1. What Private Link solves
- Eliminates public endpoints for the Kumo UI/API; users and automation connect through a Private Link/PSC endpoint inside your network.
- Keeps training and graph processing off the public internet: data is streamed over Private Link to Kumo-managed compute, processed in-memory/ephemeral storage, and discarded when the job finishes.
- Simplifies operations compared to fully air-gapped installs: Kumo hosts and maintains the control plane and compute services that you consume privately.
2. Architecture and isolation
Each customer receives a dedicated environment with two clear zones on AWS, GCP, or Azure:- Customer zone (your VPC/VNet): Your data sources/destinations (warehouses, lakes, buckets) remain in your account. You own service accounts/roles and can restrict access paths to Private Link/PSC endpoints only.
- Kumo-managed zone: Control plane (UI, API, scheduler) and data plane (Spark, GPUs for training, graph engine) are hosted by Kumo. These services are reachable only via Private Link/Private Service Connect endpoints you create in your account/subscription. Data pulled for processing is kept in ephemeral storage with 0-day retention.

3. Identity and console access
- SSO via SAML or OIDC is required; MFA and device posture remain enforced by your IdP.
- Roles in Kumo are mapped to IdP groups; SCIM/JIT provisioning is available for lifecycle automation.
- Administrative access for Kumo support is optional and can be restricted to your VDI or vendor laptops during onboarding.
4. Data flow and protection
The principle remains: your primary data stays in your platforms.- Kumo connects to your warehouses/lakes (Snowflake, Databricks, BigQuery, S3, others) using least-privilege service accounts you own. Connector guides list the exact permissions.
- Training and scoring execute on Kumo-managed compute; data is streamed over Private Link/PSC, processed in-memory/ephemeral volumes, and dropped after the job completes (0-day retention). Outputs are written back to destinations you configure (tables, buckets, or downstream apps).
- All control plane ↔ data plane communication uses TLS over Private Link/PSC. Secrets and artifacts are encrypted at rest in your storage/KMS when written back; Customer-Managed Keys are supported if you want to bring your own KMS keys. Direct file upload can be disabled if you want sources only from your systems.
5. Connectivity and dependencies
- Required endpoints: Private Link/PSC endpoints for the Kumo control plane.
- No outbound egress to the public internet: Kumo reads your data only through the Private Link/PSC endpoints, and your users/employees access Kumo only through those same private endpoints.
6. Installation flow and customer responsibilities
- Create Private Link/PSC endpoints and network rules so that: (1) Kumo can reach your data warehouses/lakes that hold the relational data for model building, and (2) your employees can access the Kumo UI/API (including SDK) via your corporate network/VDI.
- Configure SSO, network policies, and logging/metrics destinations.

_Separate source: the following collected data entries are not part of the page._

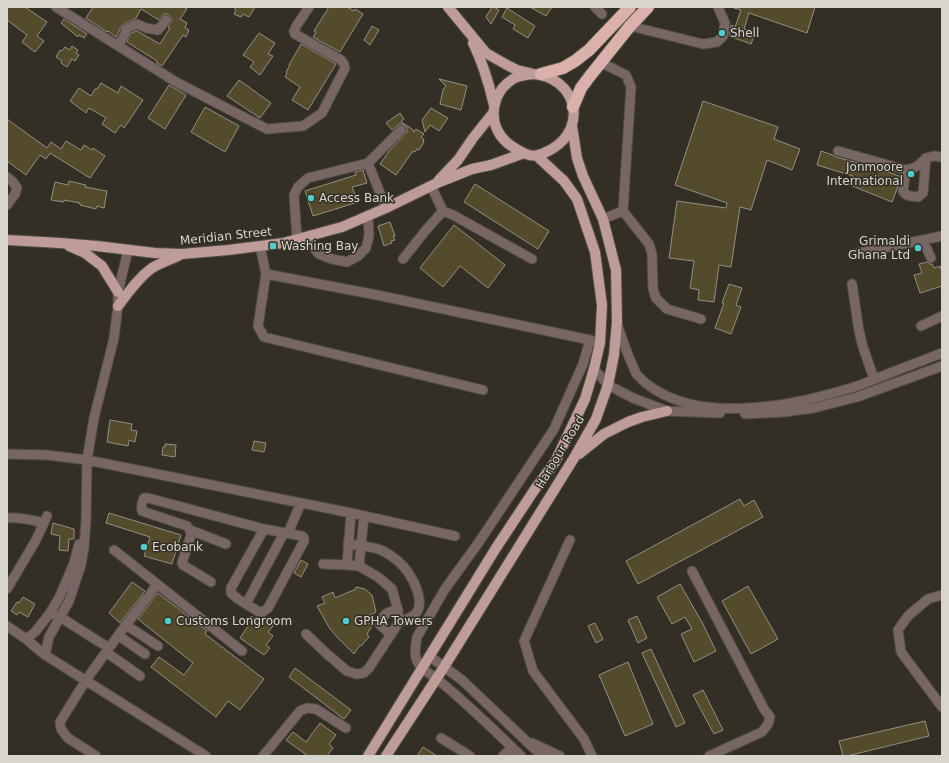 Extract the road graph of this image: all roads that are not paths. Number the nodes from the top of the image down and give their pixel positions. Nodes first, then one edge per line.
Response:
1 (56, 7) edge
2 (309, 7) edge
3 (448, 7) edge
4 (595, 7) edge
5 (630, 7) edge
6 (648, 7) edge
7 (718, 7) edge
8 (602, 14) dead end
9 (166, 20) dead end
10 (630, 26) junction
11 (468, 31) junction
12 (118, 46) junction
13 (600, 62) junction
14 (537, 74) junction
15 (573, 108) junction
16 (494, 109) junction
17 (572, 126) junction
18 (401, 130) dead end
19 (838, 151) dead end
20 (524, 153) junction
21 (537, 156) junction
22 (942, 157) edge
23 (926, 158) junction
24 (368, 163) junction
25 (906, 170) junction
26 (7, 177) edge
27 (434, 184) junction
28 (7, 205) edge
29 (386, 208) junction
30 (443, 211) junction
31 (623, 211) junction
32 (368, 215) junction
33 (603, 219) junction
34 (942, 236) edge
35 (300, 238) junction
36 (7, 240) edge
37 (923, 240) junction
38 (60, 243) junction
39 (260, 246) junction
40 (128, 250) junction
41 (182, 254) junction
42 (855, 254) dead end
43 (931, 258) dead end
44 (403, 259) dead end
45 (532, 259) dead end
46 (266, 274) junction
47 (852, 284) dead end
48 (118, 292) junction
49 (118, 306) junction
50 (942, 316) edge
51 (701, 319) dead end
52 (616, 322) junction
53 (921, 326) dead end
54 (595, 341) junction
55 (942, 353) edge
56 (942, 366) edge
57 (594, 369) junction
58 (874, 379) junction
59 (608, 385) junction
60 (483, 390) dead end
61 (667, 411) junction
62 (7, 454) edge
63 (574, 458) junction
64 (87, 460) junction
65 (301, 503) junction
66 (351, 513) junction
67 (364, 516) junction
68 (7, 518) edge
69 (86, 521) junction
70 (264, 529) junction
71 (190, 530) junction
72 (286, 533) junction
73 (455, 536) dead end
74 (570, 540) dead end
75 (226, 544) dead end
76 (348, 544) junction
77 (361, 545) junction
78 (114, 550) dead end
79 (323, 564) dead end
80 (347, 565) junction
81 (359, 566) junction
82 (692, 571) dead end
83 (211, 582) dead end
84 (157, 584) junction
85 (7, 589) edge
86 (942, 595) edge
87 (246, 604) junction
88 (398, 610) junction
89 (50, 613) junction
90 (60, 617) junction
91 (399, 622) junction
92 (126, 625) junction
93 (7, 628) edge
94 (306, 634) dead end
95 (391, 635) junction
96 (119, 636) junction
97 (26, 639) junction
98 (158, 646) dead end
99 (108, 650) junction
100 (242, 650) dead end
101 (44, 654) junction
102 (145, 654) dead end
103 (429, 656) junction
104 (444, 667) junction
105 (422, 668) junction
106 (140, 676) dead end
107 (436, 678) junction
108 (86, 680) junction
109 (942, 707) edge
110 (346, 728) dead end
111 (441, 738) dead end
112 (524, 739) junction
113 (512, 747) junction
114 (96, 756) edge
115 (206, 756) edge
116 (263, 756) edge
117 (368, 756) edge
118 (386, 756) edge
119 (470, 756) edge
120 (503, 756) edge
121 (521, 756) edge
122 (541, 756) edge
123 (560, 756) edge
124 (592, 756) edge
125 (709, 756) edge

1 - 12 street
2 - 12 street
3 - 11 main road
4 - 8 street
5 - 14 highway
6 - 10 highway
7 - 10 street
9 - 12 street
10 - 13 highway
11 - 14 main road
11 - 16 main road
13 - 15 highway
13 - 31 street
14 - 15 main road
14 - 16 main road
15 - 17 main road
16 - 20 main road
16 - 27 main road, Meridian Street
17 - 21 main road
17 - 33 main road, Harbour Road
18 - 24 street
19 - 25 street
20 - 21 main road
20 - 27 main road, Meridian Street
21 - 54 main road, Harbour Road
22 - 23 street
23 - 25 street
23 - 25 street
24 - 29 street
24 - 35 street
26 - 28 street
27 - 29 main road, Meridian Street
27 - 30 street
29 - 32 main road, Meridian Street
30 - 44 street
30 - 45 street
31 - 33 street
31 - 51 street
32 - 35 main road, Meridian Street
32 - 35 street
33 - 52 main road, Harbour Road
34 - 37 street
35 - 39 main road, Meridian Street
36 - 38 main road, Meridian Street
37 - 42 street
37 - 43 street
38 - 40 main road, Meridian Street
38 - 48 main road
39 - 41 main road, Meridian Street
39 - 46 street
40 - 41 main road, Meridian Street
40 - 48 street
41 - 49 main road
46 - 54 street
46 - 60 street
47 - 58 street
48 - 49 street
49 - 64 street
50 - 53 street
52 - 58 street
52 - 59 main road, Harbour Road
54 - 57 main road, Harbour Road
54 - 105 street
55 - 58 street
56 - 61 street
57 - 59 street
57 - 103 main road, Harbour Road
59 - 61 street
59 - 63 main road, Harbour Road
61 - 63 main road
62 - 64 street
63 - 104 main road, Harbour Road
64 - 65 street
64 - 69 street
65 - 66 street
65 - 72 street
66 - 67 street
66 - 76 street
67 - 73 street
67 - 77 street
68 - 85 street
69 - 89 street
69 - 90 street
70 - 71 street
70 - 72 street
70 - 87 street
71 - 75 street
71 - 83 street
72 - 87 street
72 - 87 street
74 - 124 street
76 - 77 street
76 - 80 street
77 - 81 street
77 - 91 street
78 - 84 street
79 - 80 street
80 - 81 street
81 - 88 street
82 - 125 street
84 - 92 street
84 - 100 street
86 - 109 street
88 - 91 street
88 - 95 street
89 - 90 street
89 - 97 street
90 - 99 street
90 - 101 street
91 - 95 street
92 - 96 street
92 - 98 street
93 - 97 street
94 - 95 street
96 - 99 street
96 - 102 street
97 - 101 street
99 - 106 street
99 - 108 street
101 - 108 street
103 - 104 street
103 - 105 main road, Harbour Road
104 - 107 main road, Harbour Road
104 - 112 street
105 - 107 street
105 - 117 main road, Harbour Road
107 - 113 street
107 - 118 main road, Harbour Road
108 - 114 street
108 - 115 street
110 - 116 street
111 - 119 street
112 - 122 street
112 - 123 street
113 - 120 street
113 - 121 street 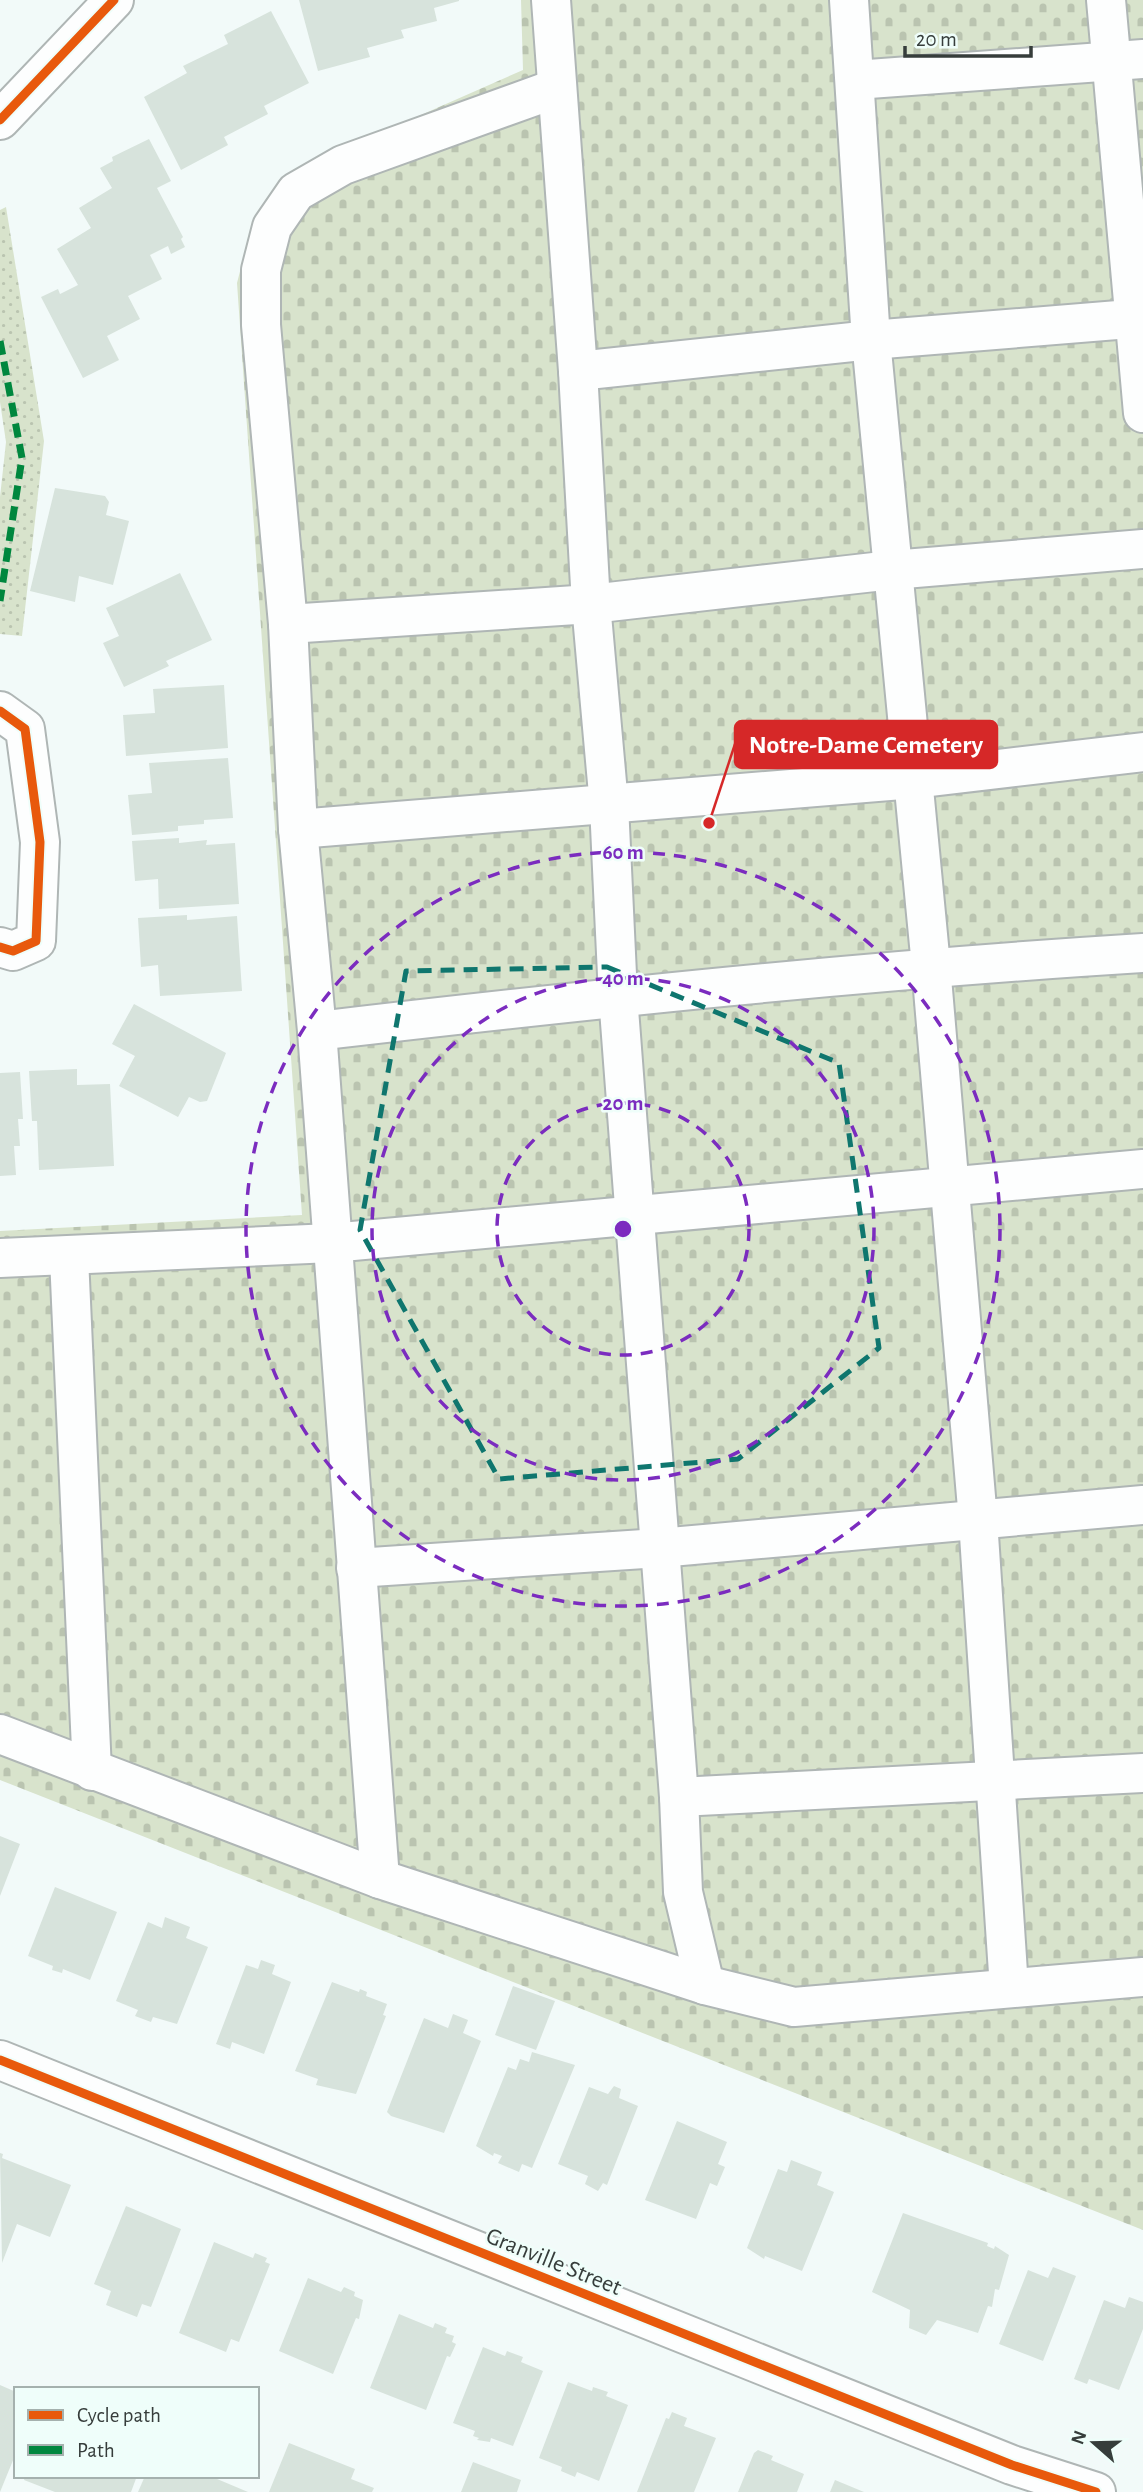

Service accounts/roles for each data platform should follow the connector guides.
- Validate end-to-end with a smoke test: ingest → train → score, confirming traffic stays on Private Link paths and is not retained after execution.
7. Operations and lifecycle
- Upgrades are delivered by Kumo to the hosted control plane and data plane; compute nodes pull signed images over Private Link/PSC. No public egress is needed for updates, and no job data is retained after runs.
- Support access is time-bounded and can be provided via your VDI/vendor laptop pattern if you want installation assistance or ongoing maintenance.